Data extract
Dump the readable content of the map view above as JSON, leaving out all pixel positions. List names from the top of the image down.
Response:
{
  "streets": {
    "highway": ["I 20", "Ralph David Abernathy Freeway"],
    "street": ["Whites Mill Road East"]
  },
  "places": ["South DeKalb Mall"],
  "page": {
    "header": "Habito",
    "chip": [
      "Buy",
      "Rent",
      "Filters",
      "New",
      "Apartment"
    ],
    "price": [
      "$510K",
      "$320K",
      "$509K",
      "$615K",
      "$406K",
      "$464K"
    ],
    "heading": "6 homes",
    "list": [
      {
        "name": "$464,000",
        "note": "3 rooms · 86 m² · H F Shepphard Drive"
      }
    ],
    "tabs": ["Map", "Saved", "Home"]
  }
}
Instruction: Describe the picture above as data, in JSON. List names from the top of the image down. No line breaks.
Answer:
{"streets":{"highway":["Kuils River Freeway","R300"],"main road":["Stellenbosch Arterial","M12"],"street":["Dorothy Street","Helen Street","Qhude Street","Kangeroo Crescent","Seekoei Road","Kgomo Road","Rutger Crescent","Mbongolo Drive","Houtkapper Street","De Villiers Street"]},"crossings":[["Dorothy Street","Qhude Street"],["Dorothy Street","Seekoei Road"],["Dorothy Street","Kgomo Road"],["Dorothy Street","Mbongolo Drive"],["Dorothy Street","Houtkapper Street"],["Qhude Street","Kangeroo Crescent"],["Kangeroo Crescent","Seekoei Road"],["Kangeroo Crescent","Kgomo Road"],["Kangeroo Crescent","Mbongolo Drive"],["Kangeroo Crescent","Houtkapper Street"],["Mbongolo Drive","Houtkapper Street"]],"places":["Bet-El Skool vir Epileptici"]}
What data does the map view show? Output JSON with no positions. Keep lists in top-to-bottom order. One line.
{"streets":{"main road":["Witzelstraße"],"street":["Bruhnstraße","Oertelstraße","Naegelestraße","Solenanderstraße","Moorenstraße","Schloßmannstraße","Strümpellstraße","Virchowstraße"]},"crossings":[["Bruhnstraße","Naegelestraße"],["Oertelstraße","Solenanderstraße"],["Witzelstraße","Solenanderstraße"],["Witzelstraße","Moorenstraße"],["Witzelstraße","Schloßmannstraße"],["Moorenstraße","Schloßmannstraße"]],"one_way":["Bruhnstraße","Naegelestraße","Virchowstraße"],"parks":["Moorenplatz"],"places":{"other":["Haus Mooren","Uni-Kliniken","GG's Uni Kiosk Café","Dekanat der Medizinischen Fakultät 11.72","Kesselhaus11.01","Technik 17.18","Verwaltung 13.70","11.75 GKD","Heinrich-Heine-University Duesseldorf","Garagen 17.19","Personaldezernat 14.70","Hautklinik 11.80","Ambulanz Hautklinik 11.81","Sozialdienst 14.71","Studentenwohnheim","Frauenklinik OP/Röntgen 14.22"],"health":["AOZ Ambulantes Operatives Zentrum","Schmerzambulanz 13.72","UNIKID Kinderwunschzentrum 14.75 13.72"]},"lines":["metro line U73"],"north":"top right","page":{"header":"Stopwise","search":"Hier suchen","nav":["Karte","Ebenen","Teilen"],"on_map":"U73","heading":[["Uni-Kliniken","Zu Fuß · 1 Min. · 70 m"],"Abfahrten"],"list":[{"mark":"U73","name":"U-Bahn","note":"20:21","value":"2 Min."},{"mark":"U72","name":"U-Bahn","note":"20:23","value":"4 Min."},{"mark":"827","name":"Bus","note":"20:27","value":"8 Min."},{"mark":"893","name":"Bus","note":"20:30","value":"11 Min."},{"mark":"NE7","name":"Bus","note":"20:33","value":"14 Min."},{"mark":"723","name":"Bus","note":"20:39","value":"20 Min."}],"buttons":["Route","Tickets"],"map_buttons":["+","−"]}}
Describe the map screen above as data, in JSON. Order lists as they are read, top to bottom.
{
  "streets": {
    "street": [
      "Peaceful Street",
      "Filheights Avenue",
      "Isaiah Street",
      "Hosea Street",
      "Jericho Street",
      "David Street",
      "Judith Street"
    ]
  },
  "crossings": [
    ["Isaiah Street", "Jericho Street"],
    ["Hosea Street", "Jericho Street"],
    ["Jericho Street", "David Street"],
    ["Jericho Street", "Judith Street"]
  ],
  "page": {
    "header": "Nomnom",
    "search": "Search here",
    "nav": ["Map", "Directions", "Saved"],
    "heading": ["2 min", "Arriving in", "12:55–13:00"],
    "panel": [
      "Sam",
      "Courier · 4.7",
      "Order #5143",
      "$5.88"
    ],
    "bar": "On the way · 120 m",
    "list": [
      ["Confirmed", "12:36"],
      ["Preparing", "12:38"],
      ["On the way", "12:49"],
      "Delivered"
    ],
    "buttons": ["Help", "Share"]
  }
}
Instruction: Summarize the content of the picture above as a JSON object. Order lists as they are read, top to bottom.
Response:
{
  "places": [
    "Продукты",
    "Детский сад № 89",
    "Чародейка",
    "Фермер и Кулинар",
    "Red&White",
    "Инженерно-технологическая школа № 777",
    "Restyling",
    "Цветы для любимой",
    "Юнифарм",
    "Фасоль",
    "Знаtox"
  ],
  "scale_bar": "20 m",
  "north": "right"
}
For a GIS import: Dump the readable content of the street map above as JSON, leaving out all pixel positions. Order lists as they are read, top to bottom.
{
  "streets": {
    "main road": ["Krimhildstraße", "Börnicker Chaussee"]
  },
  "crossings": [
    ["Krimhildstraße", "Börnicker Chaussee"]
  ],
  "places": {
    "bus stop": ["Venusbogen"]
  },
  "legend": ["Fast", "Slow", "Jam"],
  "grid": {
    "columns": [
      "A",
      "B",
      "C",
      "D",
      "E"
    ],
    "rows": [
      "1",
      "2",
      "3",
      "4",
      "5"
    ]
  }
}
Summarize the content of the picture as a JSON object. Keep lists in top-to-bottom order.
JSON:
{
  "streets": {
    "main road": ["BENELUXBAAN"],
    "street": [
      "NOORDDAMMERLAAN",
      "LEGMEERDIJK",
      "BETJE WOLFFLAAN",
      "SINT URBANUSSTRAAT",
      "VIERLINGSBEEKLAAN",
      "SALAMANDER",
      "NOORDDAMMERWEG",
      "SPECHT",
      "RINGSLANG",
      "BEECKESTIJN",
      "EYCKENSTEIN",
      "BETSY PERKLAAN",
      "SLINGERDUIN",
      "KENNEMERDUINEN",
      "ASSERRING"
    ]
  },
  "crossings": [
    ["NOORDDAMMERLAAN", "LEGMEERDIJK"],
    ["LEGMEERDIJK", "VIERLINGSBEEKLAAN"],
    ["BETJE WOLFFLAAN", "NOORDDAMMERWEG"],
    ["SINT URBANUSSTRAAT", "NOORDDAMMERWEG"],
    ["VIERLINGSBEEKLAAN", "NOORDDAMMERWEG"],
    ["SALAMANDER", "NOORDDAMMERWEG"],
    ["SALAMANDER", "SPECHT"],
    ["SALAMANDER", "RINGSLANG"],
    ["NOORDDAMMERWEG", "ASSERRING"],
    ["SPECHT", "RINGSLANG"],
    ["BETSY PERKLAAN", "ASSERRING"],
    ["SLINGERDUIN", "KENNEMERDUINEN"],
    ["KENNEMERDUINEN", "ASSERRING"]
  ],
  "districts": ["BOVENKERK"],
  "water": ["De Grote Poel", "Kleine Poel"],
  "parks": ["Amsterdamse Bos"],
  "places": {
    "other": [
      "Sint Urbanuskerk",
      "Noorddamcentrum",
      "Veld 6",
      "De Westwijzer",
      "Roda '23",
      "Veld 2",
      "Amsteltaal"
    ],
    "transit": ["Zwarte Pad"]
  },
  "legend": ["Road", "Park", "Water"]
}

Task
Could you reproduce every line of the listing exactly?

Written answer
Dump the readable content of the map view above as JSON, leaving out all pixel positions. List names from the top of the image down.
Response:
{
  "streets": {
    "highway": ["I 20", "Ralph David Abernathy Freeway"],
    "street": ["Whites Mill Road East"]
  },
  "places": ["South DeKalb Mall"],
  "page": {
    "header": "Habito",
    "chip": [
      "Buy",
      "Rent",
      "Filters",
      "New",
      "Apartment"
    ],
    "price": [
      "$510K",
      "$320K",
      "$509K",
      "$615K",
      "$406K",
      "$464K"
    ],
    "heading": "6 homes",
    "list": [
      {
        "name": "$464,000",
        "note": "3 rooms · 86 m² · H F Shepphard Drive"
      }
    ],
    "tabs": ["Map", "Saved", "Home"]
  }
}
Instruction: Describe the picture above as data, in JSON. List names from the top of the image down. No line breaks.
Answer:
{"streets":{"highway":["Kuils River Freeway","R300"],"main road":["Stellenbosch Arterial","M12"],"street":["Dorothy Street","Helen Street","Qhude Street","Kangeroo Crescent","Seekoei Road","Kgomo Road","Rutger Crescent","Mbongolo Drive","Houtkapper Street","De Villiers Street"]},"crossings":[["Dorothy Street","Qhude Street"],["Dorothy Street","Seekoei Road"],["Dorothy Street","Kgomo Road"],["Dorothy Street","Mbongolo Drive"],["Dorothy Street","Houtkapper Street"],["Qhude Street","Kangeroo Crescent"],["Kangeroo Crescent","Seekoei Road"],["Kangeroo Crescent","Kgomo Road"],["Kangeroo Crescent","Mbongolo Drive"],["Kangeroo Crescent","Houtkapper Street"],["Mbongolo Drive","Houtkapper Street"]],"places":["Bet-El Skool vir Epileptici"]}
What data does the map view show? Output JSON with no positions. Keep lists in top-to-bottom order. One line.
{"streets":{"main road":["Witzelstraße"],"street":["Bruhnstraße","Oertelstraße","Naegelestraße","Solenanderstraße","Moorenstraße","Schloßmannstraße","Strümpellstraße","Virchowstraße"]},"crossings":[["Bruhnstraße","Naegelestraße"],["Oertelstraße","Solenanderstraße"],["Witzelstraße","Solenanderstraße"],["Witzelstraße","Moorenstraße"],["Witzelstraße","Schloßmannstraße"],["Moorenstraße","Schloßmannstraße"]],"one_way":["Bruhnstraße","Naegelestraße","Virchowstraße"],"parks":["Moorenplatz"],"places":{"other":["Haus Mooren","Uni-Kliniken","GG's Uni Kiosk Café","Dekanat der Medizinischen Fakultät 11.72","Kesselhaus11.01","Technik 17.18","Verwaltung 13.70","11.75 GKD","Heinrich-Heine-University Duesseldorf","Garagen 17.19","Personaldezernat 14.70","Hautklinik 11.80","Ambulanz Hautklinik 11.81","Sozialdienst 14.71","Studentenwohnheim","Frauenklinik OP/Röntgen 14.22"],"health":["AOZ Ambulantes Operatives Zentrum","Schmerzambulanz 13.72","UNIKID Kinderwunschzentrum 14.75 13.72"]},"lines":["metro line U73"],"north":"top right","page":{"header":"Stopwise","search":"Hier suchen","nav":["Karte","Ebenen","Teilen"],"on_map":"U73","heading":[["Uni-Kliniken","Zu Fuß · 1 Min. · 70 m"],"Abfahrten"],"list":[{"mark":"U73","name":"U-Bahn","note":"20:21","value":"2 Min."},{"mark":"U72","name":"U-Bahn","note":"20:23","value":"4 Min."},{"mark":"827","name":"Bus","note":"20:27","value":"8 Min."},{"mark":"893","name":"Bus","note":"20:30","value":"11 Min."},{"mark":"NE7","name":"Bus","note":"20:33","value":"14 Min."},{"mark":"723","name":"Bus","note":"20:39","value":"20 Min."}],"buttons":["Route","Tickets"],"map_buttons":["+","−"]}}
Describe the map screen above as data, in JSON. Order lists as they are read, top to bottom.
{
  "streets": {
    "street": [
      "Peaceful Street",
      "Filheights Avenue",
      "Isaiah Street",
      "Hosea Street",
      "Jericho Street",
      "David Street",
      "Judith Street"
    ]
  },
  "crossings": [
    ["Isaiah Street", "Jericho Street"],
    ["Hosea Street", "Jericho Street"],
    ["Jericho Street", "David Street"],
    ["Jericho Street", "Judith Street"]
  ],
  "page": {
    "header": "Nomnom",
    "search": "Search here",
    "nav": ["Map", "Directions", "Saved"],
    "heading": ["2 min", "Arriving in", "12:55–13:00"],
    "panel": [
      "Sam",
      "Courier · 4.7",
      "Order #5143",
      "$5.88"
    ],
    "bar": "On the way · 120 m",
    "list": [
      ["Confirmed", "12:36"],
      ["Preparing", "12:38"],
      ["On the way", "12:49"],
      "Delivered"
    ],
    "buttons": ["Help", "Share"]
  }
}
Instruction: Summarize the content of the picture above as a JSON object. Order lists as they are read, top to bottom.
Response:
{
  "places": [
    "Продукты",
    "Детский сад № 89",
    "Чародейка",
    "Фермер и Кулинар",
    "Red&White",
    "Инженерно-технологическая школа № 777",
    "Restyling",
    "Цветы для любимой",
    "Юнифарм",
    "Фасоль",
    "Знаtox"
  ],
  "scale_bar": "20 m",
  "north": "right"
}
For a GIS import: Dump the readable content of the street map above as JSON, leaving out all pixel positions. Order lists as they are read, top to bottom.
{
  "streets": {
    "main road": ["Krimhildstraße", "Börnicker Chaussee"]
  },
  "crossings": [
    ["Krimhildstraße", "Börnicker Chaussee"]
  ],
  "places": {
    "bus stop": ["Venusbogen"]
  },
  "legend": ["Fast", "Slow", "Jam"],
  "grid": {
    "columns": [
      "A",
      "B",
      "C",
      "D",
      "E"
    ],
    "rows": [
      "1",
      "2",
      "3",
      "4",
      "5"
    ]
  }
}
Summarize the content of the picture as a JSON object. Keep lists in top-to-bottom order.
JSON:
{
  "streets": {
    "main road": ["BENELUXBAAN"],
    "street": [
      "NOORDDAMMERLAAN",
      "LEGMEERDIJK",
      "BETJE WOLFFLAAN",
      "SINT URBANUSSTRAAT",
      "VIERLINGSBEEKLAAN",
      "SALAMANDER",
      "NOORDDAMMERWEG",
      "SPECHT",
      "RINGSLANG",
      "BEECKESTIJN",
      "EYCKENSTEIN",
      "BETSY PERKLAAN",
      "SLINGERDUIN",
      "KENNEMERDUINEN",
      "ASSERRING"
    ]
  },
  "crossings": [
    ["NOORDDAMMERLAAN", "LEGMEERDIJK"],
    ["LEGMEERDIJK", "VIERLINGSBEEKLAAN"],
    ["BETJE WOLFFLAAN", "NOORDDAMMERWEG"],
    ["SINT URBANUSSTRAAT", "NOORDDAMMERWEG"],
    ["VIERLINGSBEEKLAAN", "NOORDDAMMERWEG"],
    ["SALAMANDER", "NOORDDAMMERWEG"],
    ["SALAMANDER", "SPECHT"],
    ["SALAMANDER", "RINGSLANG"],
    ["NOORDDAMMERWEG", "ASSERRING"],
    ["SPECHT", "RINGSLANG"],
    ["BETSY PERKLAAN", "ASSERRING"],
    ["SLINGERDUIN", "KENNEMERDUINEN"],
    ["KENNEMERDUINEN", "ASSERRING"]
  ],
  "districts": ["BOVENKERK"],
  "water": ["De Grote Poel", "Kleine Poel"],
  "parks": ["Amsterdamse Bos"],
  "places": {
    "other": [
      "Sint Urbanuskerk",
      "Noorddamcentrum",
      "Veld 6",
      "De Westwijzer",
      "Roda '23",
      "Veld 2",
      "Amsteltaal"
    ],
    "transit": ["Zwarte Pad"]
  },
  "legend": ["Road", "Park", "Water"]
}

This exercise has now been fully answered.